Vous êtes en train d’explorer un marché de prédiction et vous repérez un contrat de 0,40 $. Est-ce que c’est un bon prix ou non? Est-ce que le marché se trompe (occasion en vue)? Tout dépend si la probabilité implicite estimée par le marché (40 %, dans ce cas-ci) reflète la probabilité réelle de l’événement. Sinon, c’est là que vous pourriez faire un gain. Cet article vous propose une marche à suivre pour estimer vous-même les probabilités, calculer votre espérance de gain et déterminer la taille de vos positions de façon rigoureuse, plutôt que de vous fier à votre instinct.
Qu’est-ce qui a de la valeur sur un marché de prédiction ?
Sur les marchés de prédiction, chaque contrat a un prix allant de 0,01 $ à 0,99 $. Ce prix représente directement une probabilité implicite. Si le contrat se négocie à 0,65 $, ça signifie que le marché dans l’ensemble estime que l’événement est probable à 65 %. Si l’événement se produit, le contrat se réglera à 1,00 $. Sinon, il se réglera à 0,00 $.
Là où vous pourriez faire un gain, c’est quand vous pensez que la probabilité réelle n’est pas celle que le marché a estimée. C’est l’écart entre le point de vue du marché et le vôtre. Mais il faut que votre estimation s’appuie sur des données, et non sur votre intuition.
Voyons ça comme ça :
Contrat sous-évalué : Le marché attribue une probabilité de 45 % (0,45 $) à l’événement, alors que vos recherches indiquent une probabilité de 60 %. Vous pouvez donc acheter un contrat de 0,45 $ qui en vaut 0,60 $.
Contrat surévalué : Le marché attribue une probabilité de 70 % (0,70 $) à l’événement, mais vous estimez la probabilité réelle à 50 %. Le marché demande un prix trop élevé pour le rendement potentiel.
Disons que le contrat porte sur la probabilité que le taux d’inflation globale dépasse les 2,5 % le trimestre prochain au Canada. D’après les tendances récentes et les prévisions actuelles relatives à l’IPC, vous estimez la probabilité à environ 60 %. Le prix du contrat, établi selon les attentes du marché, est de 0,45 $. Vous pourriez tirer parti de cette différence de 15 points de pourcentage.

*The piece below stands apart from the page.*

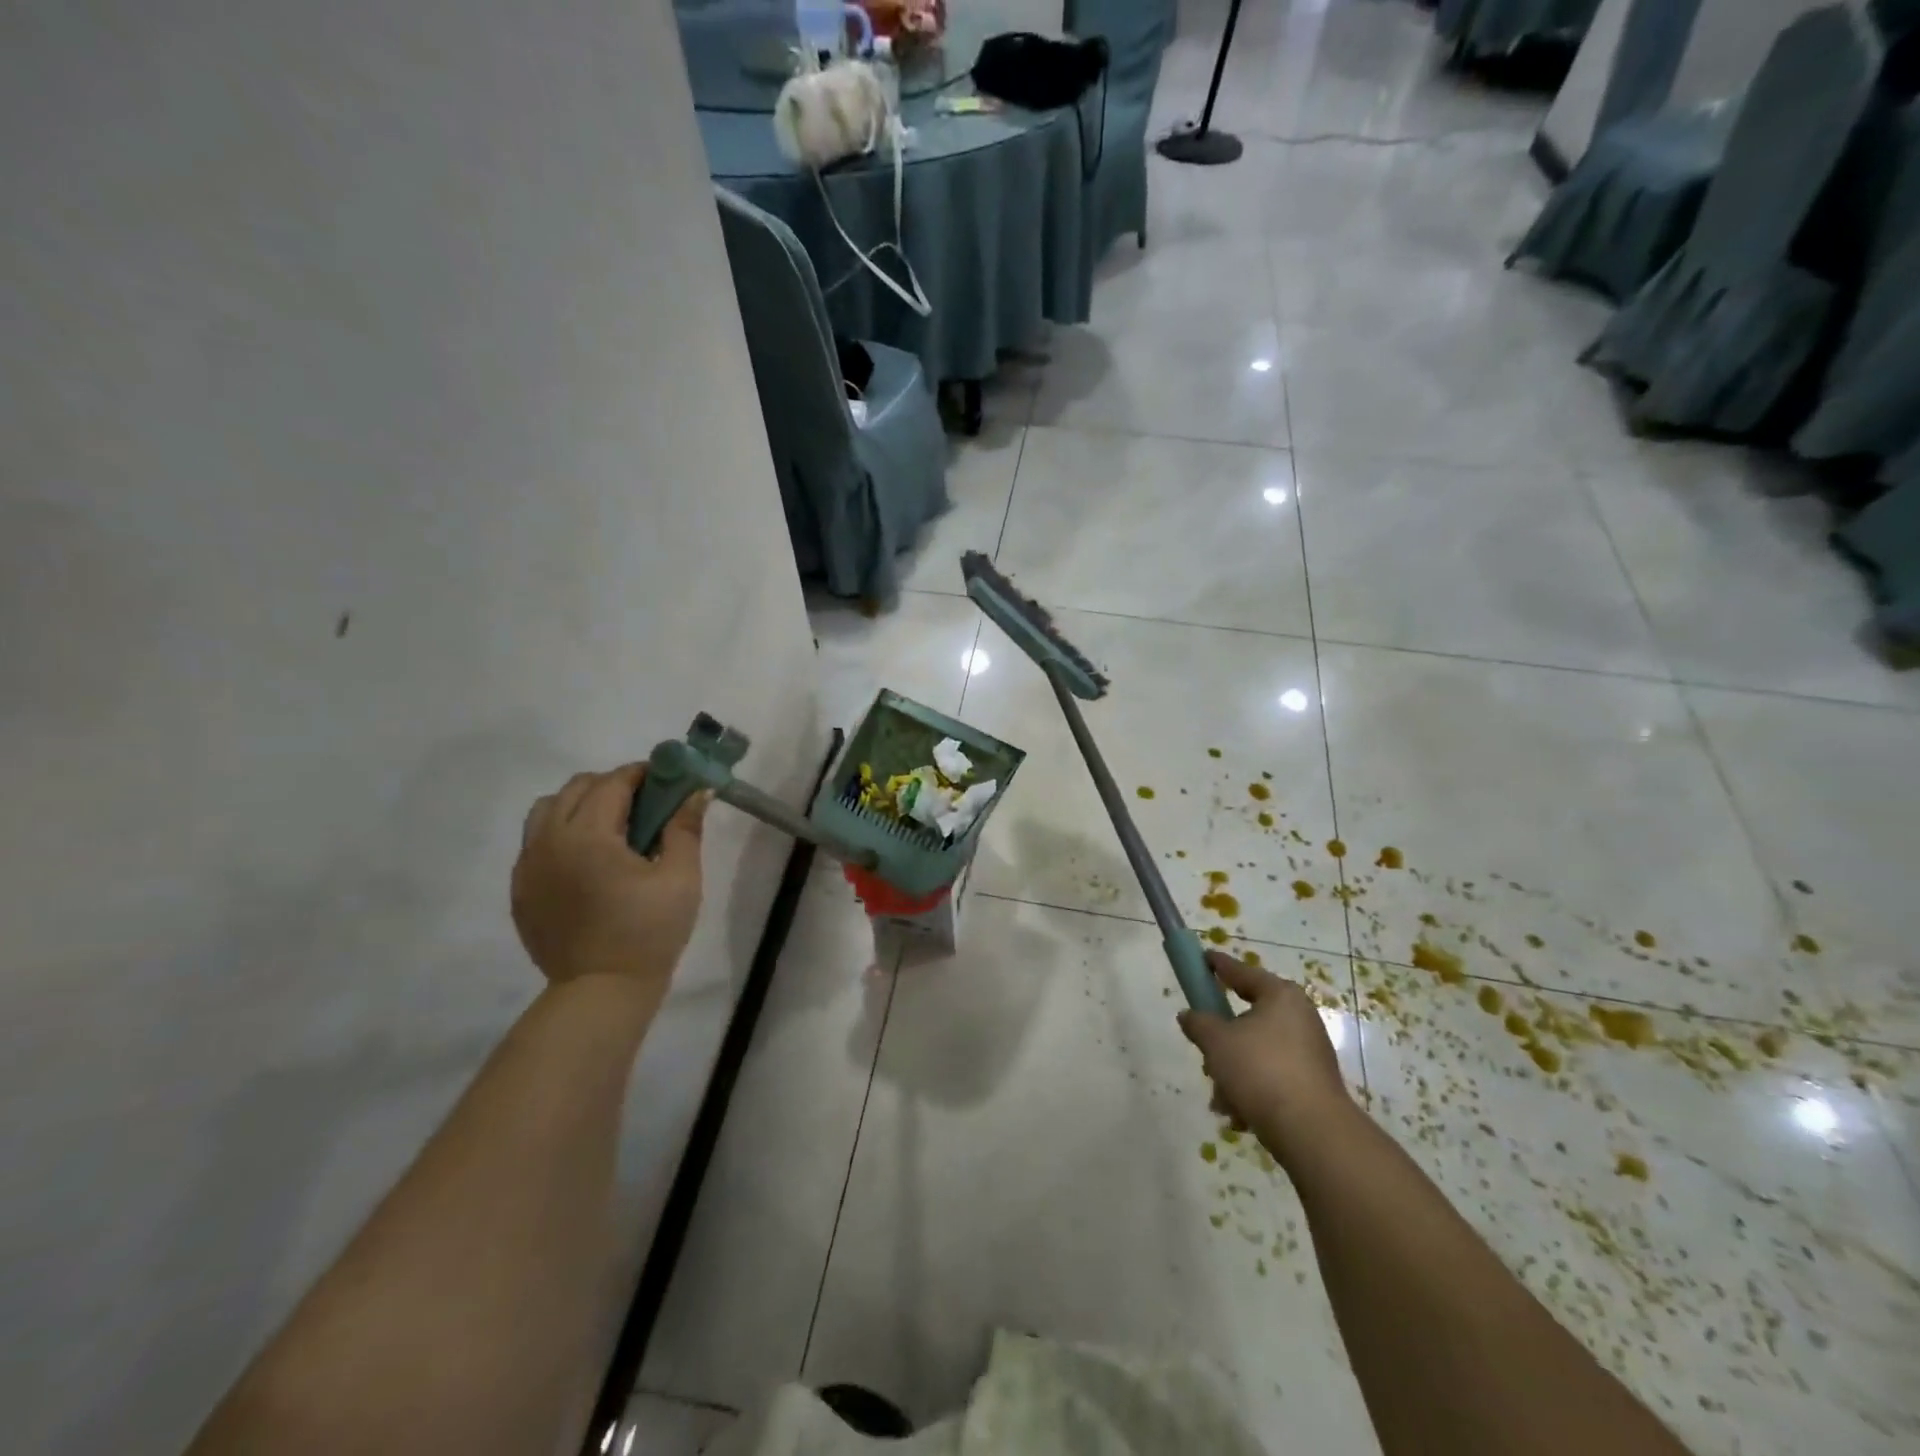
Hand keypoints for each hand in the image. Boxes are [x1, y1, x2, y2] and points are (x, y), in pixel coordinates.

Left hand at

Attention : vous pourriez y perdre même si le rendement attendu est favorable. Mais si vous faites ce genre de transaction à de nombreuses reprises, vous pourriez y gagner à la longue. C’est la différence entre jouer aux devinettes et investir de façon disciplinée. Il faut penser à long terme et ne pas essayer d’avoir raison à chaque transaction.
Pourquoi certains événements sont-ils mal évalués par le marché?
Les marchés de prédiction sont généralement efficients. Les prix ont tendance à refléter une certaine sagesse collective, surtout sur les marchés liquides où il y a beaucoup d’activité. Mais efficients ne veut pas dire parfaits. C’est justement dans les imperfections qu’on peut dénicher des occasions, et c’est en comprenant la logique derrière qu’on arrive à les repérer plus vite.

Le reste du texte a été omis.